Results: The authors found 16 trials involving a total of 4,023 participants. There were two manufacturer studies that followed patients for two years, but most studies followed patients for 12 to 24 weeks. In trials that compared inhaled with subcutaneous insulin, subcutaneous insulin resulted in slightly lower A1C levels. There was no difference in the number of patients who achieved A1C levels of less than 7 percent. Overall, in patients with type 2 diabetes, inhaled insulin lowered A1C levels slightly more than oral hypoglycemic agents. However, the results wereheterogeneous. More patients with type 2 diabetes who used inhaled insulin had an A1C level less than 7 percent compared with those who used oral agents (30.9 versus 16.9 percent).
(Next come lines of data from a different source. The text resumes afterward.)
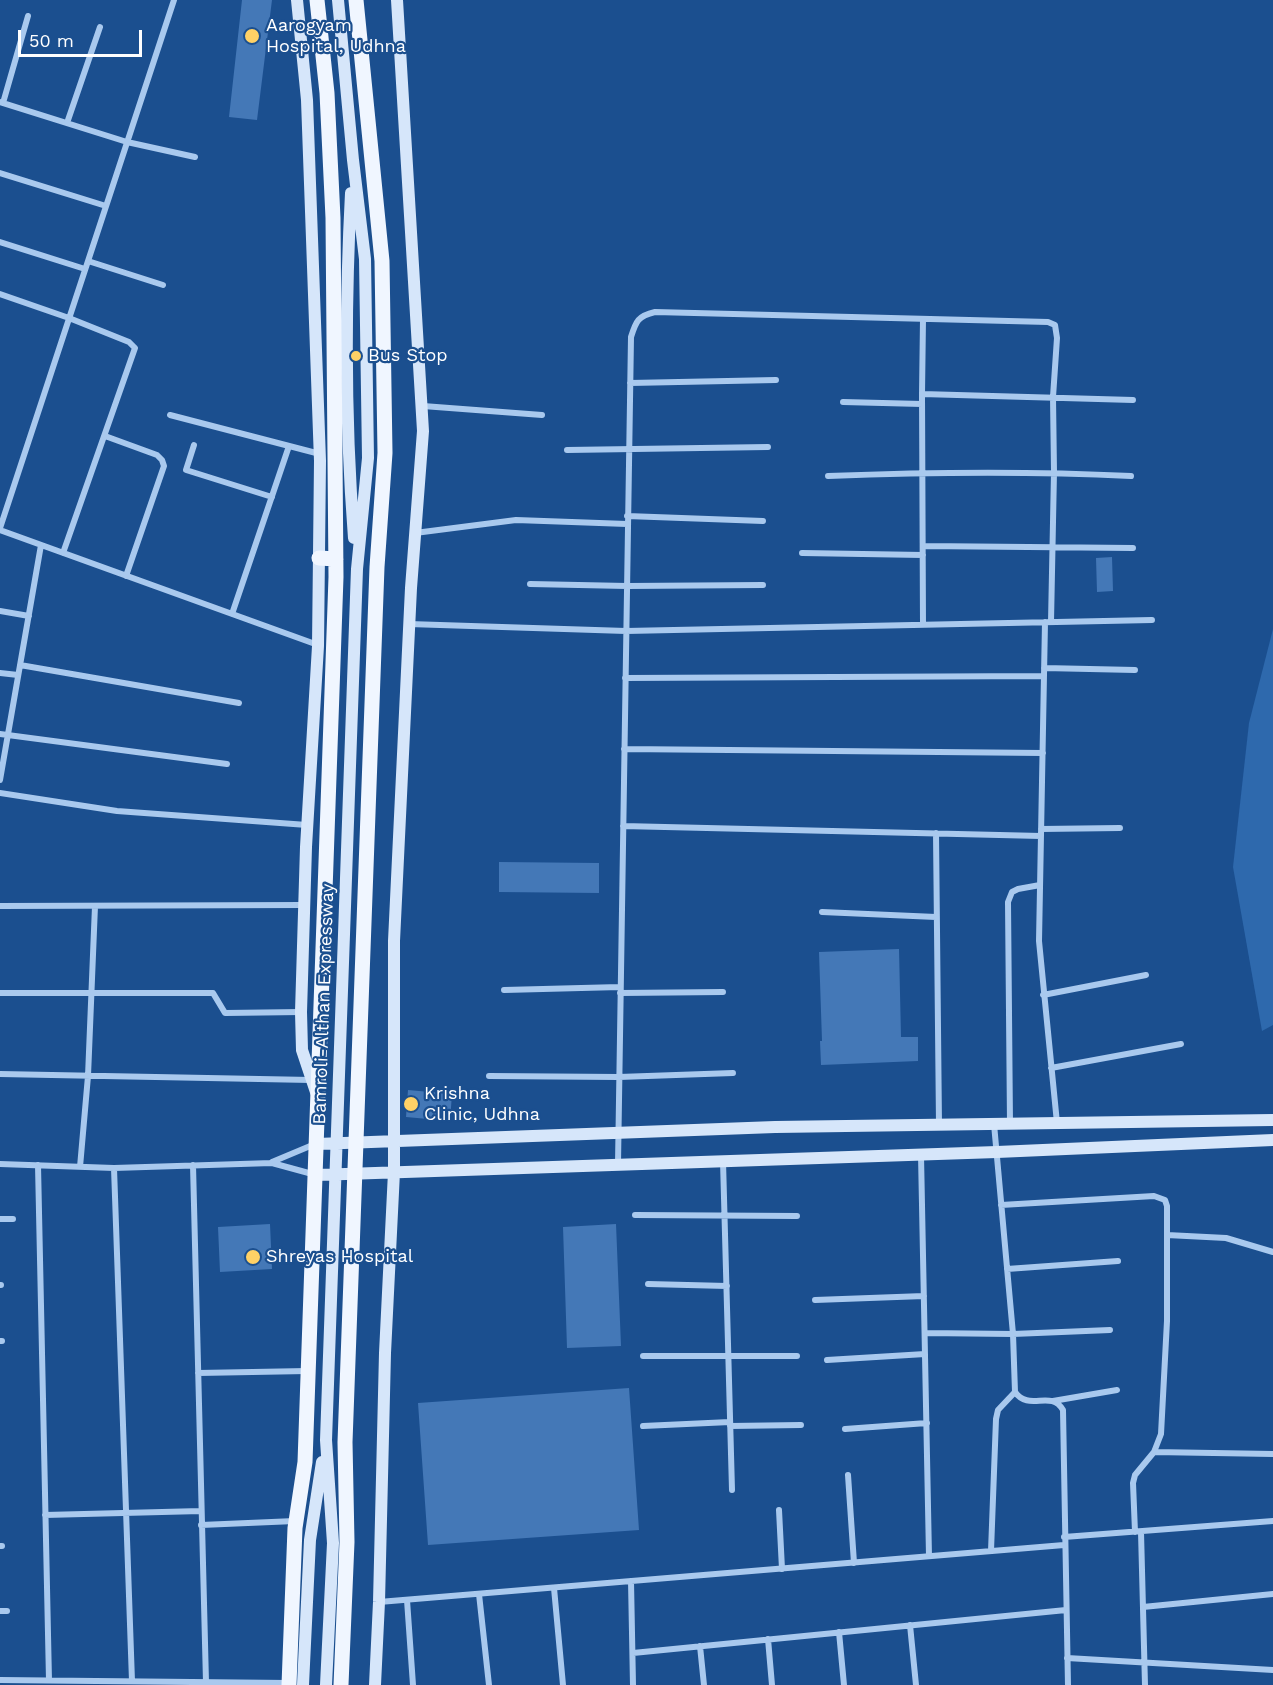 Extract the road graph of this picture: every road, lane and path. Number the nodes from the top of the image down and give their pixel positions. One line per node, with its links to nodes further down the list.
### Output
1 (174, 0): 11 (street)
2 (297, 0): 39 (street)
3 (317, 0): 58 (main road)
4 (338, 0): 13 (street)
5 (356, 0): 124 (main road)
6 (397, 0): 30 (street)
7 (28, 16): 9 (street)
8 (100, 27): 10 (street)
9 (2, 103): 10 (street)
10 (67, 123): 11 (street)
11 (127, 142): 12 (street); 15 (street)
12 (195, 157)
13 (353, 160): 59 (street); 59 (street)
14 (0, 173): 15 (street)
15 (106, 207): 17 (street)
16 (0, 242): 18 (street)
17 (88, 261): 18 (street); 19 (street)
18 (85, 270): 21 (street)
19 (163, 285)
20 (0, 294): 21 (street)
21 (69, 318): 33 (street); 48 (street)
22 (923, 319): 24 (street); 25 (street); 26 (street)
23 (776, 380): 24 (street)
24 (630, 383): 37 (street)
25 (922, 394): 26 (street); 29 (street)
26 (1053, 397): 27 (street); 41 (street)
27 (1133, 400)
28 (843, 402): 29 (street)
29 (922, 404): 40 (street)
30 (423, 406): 32 (street); 49 (street)
31 (170, 415): 35 (street)
32 (542, 415)
33 (105, 436): 54 (street); 60 (street)
34 (194, 445): 44 (street)
35 (289, 446): 39 (street); 44 (street)
36 (768, 447): 37 (street)
37 (629, 449): 38 (street); 45 (street)
38 (567, 450)
39 (320, 454): 57 (street)
40 (923, 472): 41 (street); 42 (street); 51 (street)
41 (1054, 472): 43 (street); 52 (street)
42 (828, 476)
43 (1131, 476)
44 (272, 497): 65 (street)
45 (627, 516): 46 (street); 47 (street)
46 (763, 521)
47 (627, 524): 49 (street); 63 (street)
48 (0, 529): 50 (street)
49 (415, 534): 69 (street)
50 (41, 545): 54 (street); 66 (street)
51 (923, 546): 52 (street); 56 (street)
52 (1052, 547): 53 (street); 68 (street)
53 (1133, 548)
54 (63, 553): 60 (street)
55 (802, 553): 56 (street)
56 (924, 555): 70 (street)
57 (319, 558): 58 (main road); 72 (street)
58 (336, 559): 115 (main road)
59 (357, 569): 126 (street, Bamroli-Althan Expressway)
60 (126, 576): 65 (street)
61 (530, 584): 63 (street)
62 (762, 585): 63 (street)
63 (627, 586): 71 (street)
64 (0, 611): 66 (street)
65 (232, 614): 72 (street)
66 (29, 616): 73 (street)
67 (1152, 620): 68 (street)
68 (1048, 622): 70 (street); 74 (street)
69 (409, 624): 71 (street); 123 (street)
70 (923, 625): 71 (street)
71 (626, 631): 79 (street)
72 (318, 646): 88 (street)
73 (20, 665): 77 (street); 80 (street)
74 (1044, 668): 75 (street); 78 (street)
75 (1135, 670)
76 (0, 673): 77 (street)
77 (18, 675): 82 (street)
78 (1044, 676): 79 (street); 84 (street)
79 (625, 678): 83 (street)
80 (239, 703)
81 (0, 734): 82 (street)
82 (8, 735): 85 (street); 86 (street)
83 (624, 749): 84 (street); 89 (street)
84 (1042, 753): 91 (street)
85 (227, 764)
86 (0, 780)
87 (0, 793): 88 (street)
88 (307, 825): 94 (street)
89 (623, 826): 92 (street); 101 (street)
90 (1120, 828): 91 (street)
91 (1041, 832): 92 (street); 93 (street)
92 (936, 833): 98 (street)
93 (1040, 885): 105 (street); 119 (street)
94 (304, 905): 96 (street); 106 (street)
95 (0, 906): 96 (street)
96 (95, 906): 104 (street)
97 (822, 912): 98 (street)
98 (936, 916): 120 (street)
99 (1146, 975): 105 (street)
100 (504, 990): 101 (street)
101 (620, 990): 102 (street); 113 (street)
102 (723, 992)
103 (0, 993): 104 (street)
104 (92, 993): 106 (street); 111 (street)
105 (1044, 995): 108 (street)
106 (301, 1012): 114 (street)
107 (1181, 1044): 108 (street)
108 (1051, 1068): 117 (street)
109 (733, 1073): 113 (street)
110 (0, 1074): 111 (street)
111 (88, 1076): 114 (street); 135 (street)
112 (489, 1076): 113 (street)
113 (619, 1077): 121 (street)
114 (312, 1080): 115 (street)
115 (318, 1099): 125 (main road)
116 (1273, 1120): 117 (street)
117 (1057, 1123): 119 (street)
118 (994, 1124): 119 (street); 120 (street); 127 (street)
119 (1010, 1124)
120 (939, 1125): 121 (street)
121 (618, 1133): 123 (street); 132 (street)
122 (1273, 1140): 127 (street)
123 (395, 1141): 124 (street); 137 (street)
124 (357, 1142): 126 (street); 138 (main road)
125 (317, 1143): 126 (street); 130 (street); 140 (main road)
126 (337, 1143): 139 (street, Bamroli-Althan Expressway)
127 (997, 1152): 128 (street); 141 (street)
128 (921, 1154): 129 (street); 153 (street)
129 (723, 1161): 132 (street); 143 (street)
130 (272, 1163): 134 (street); 140 (street)
131 (0, 1164): 133 (street)
132 (618, 1164): 137 (street)
133 (38, 1165): 135 (street); 181 (street)
134 (193, 1165): 136 (street); 164 (street)
135 (80, 1167): 136 (street)
136 (114, 1168): 180 (street)
137 (394, 1172): 138 (street); 197 (street)
138 (356, 1173): 139 (street); 214 (main road)
139 (336, 1174): 140 (street); 173 (street, Bamroli-Althan Expressway)
140 (316, 1175): 163 (main road)
141 (1002, 1204): 147 (street); 150 (street)
142 (635, 1215): 143 (street)
143 (725, 1216): 144 (street); 152 (street)
144 (797, 1216)
145 (0, 1219): 146 (street)
146 (13, 1219)
147 (1167, 1235): 148 (street); 174 (street)
148 (1273, 1252)
149 (1118, 1261): 150 (street)
150 (1007, 1269): 157 (street)
151 (648, 1284): 152 (street)
152 (727, 1286): 161 (street)
153 (924, 1296): 154 (street); 156 (street)
154 (815, 1300)
155 (1110, 1330): 157 (street)
156 (925, 1333): 157 (street); 158 (street)
157 (1013, 1334): 166 (street)
158 (925, 1354): 162 (street); 168 (street)
159 (643, 1356): 161 (street)
160 (797, 1356): 161 (street)
161 (729, 1357): 169 (street)
162 (827, 1360)
163 (308, 1371): 164 (street); 182 (main road)
164 (198, 1373): 179 (street)
165 (1116, 1390): 167 (street)
166 (1015, 1392): 167 (street); 188 (street)
167 (1053, 1401): 186 (street)
168 (927, 1423): 172 (street); 189 (street)
169 (730, 1424): 170 (street); 171 (street); 177 (street)
170 (801, 1425)
171 (643, 1426)
172 (845, 1428)
173 (326, 1440): 212 (street); 213 (street)
174 (1155, 1452): 175 (street); 185 (street)
175 (1273, 1454)
176 (848, 1475): 190 (street)
177 (732, 1490)
178 (779, 1510): 191 (street)
179 (201, 1511): 180 (street); 184 (street)
180 (126, 1512): 181 (street); 210 (street)
181 (45, 1515): 209 (street)
182 (296, 1521): 184 (street); 212 (main road)
183 (1273, 1521): 185 (street)
184 (201, 1525): 211 (street)
185 (1138, 1532): 186 (street); 198 (street)
186 (1064, 1537): 187 (street)
187 (1064, 1545): 188 (street); 199 (street)
188 (991, 1551): 189 (street)
189 (929, 1556): 190 (street)
190 (854, 1563): 191 (street)
191 (782, 1569): 192 (street)
192 (631, 1581): 193 (street); 204 (street)
193 (554, 1588): 194 (street); 218 (street)
194 (479, 1594): 196 (street); 217 (street)
195 (1273, 1594): 198 (street)
196 (407, 1600): 197 (street); 216 (street)
197 (379, 1602): 215 (street)
198 (1143, 1607): 206 (street)
199 (1066, 1610): 200 (street); 205 (street)
200 (910, 1625): 201 (street); 223 (street)
201 (839, 1632): 202 (street); 222 (street)
202 (768, 1639): 203 (street); 221 (street)
203 (700, 1646): 204 (street); 220 (street)
204 (633, 1653): 219 (street)
205 (1067, 1658): 206 (street); 224 (street)
206 (1144, 1664): 207 (street); 225 (street)
207 (1273, 1671)
208 (0, 1680): 209 (street)
209 (49, 1680): 210 (street)
210 (132, 1681): 211 (street)
211 (206, 1682): 212 (street)
212 (294, 1684)
213 (326, 1685)
214 (341, 1685)
215 (375, 1685)
216 (413, 1685)
217 (489, 1685)
218 (562, 1685)
219 (633, 1685)
220 (704, 1685)
221 (772, 1685)
222 (844, 1685)
223 (916, 1685)
224 (1068, 1685)
225 (1145, 1685)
Although more patients who used inhaled insulin reported at least one hypoglycemic episode than did those who used oral agents (9.4 versus 3.5 percent), there was no difference in incidence of hypoglycemia between the inhaled and subcutaneous insulin groups.

Inhaled insulin was associated with an increased risk of cough and a decrease in forced expiratory volume in one second (FEV1). About 2 percent of patients discontinued inhaled insulin because of respiratory events compared with almost none in the comparison groups. The four trials that reported patient satisfaction showed that patients favored inhaled insulin.

Conclusion: Because inhaled insulin causes high insulin antibodies, cough, and decreased FEV1 (even in nonsmokers with normal lung function), the authors conclude that there is reason to be cautious about offering patients with diabetes inhaled insulin as an alternative to oral agents or subcutaneous insulin. Long-term safety data on inhaled insulin are not yet available. There are no data on patients with diabetes who use inhaled insulin during upper or lower respiratory infections. The authors concede that none of the trials in their review are placebo controlled, and the acceptability of inhaled insulin may be related to its novelty. Cost-effectiveness studies have not been completed. The authors recommend postmarketing studies of inhaled insulin to refine the understanding of its place in the treatment of diabetes.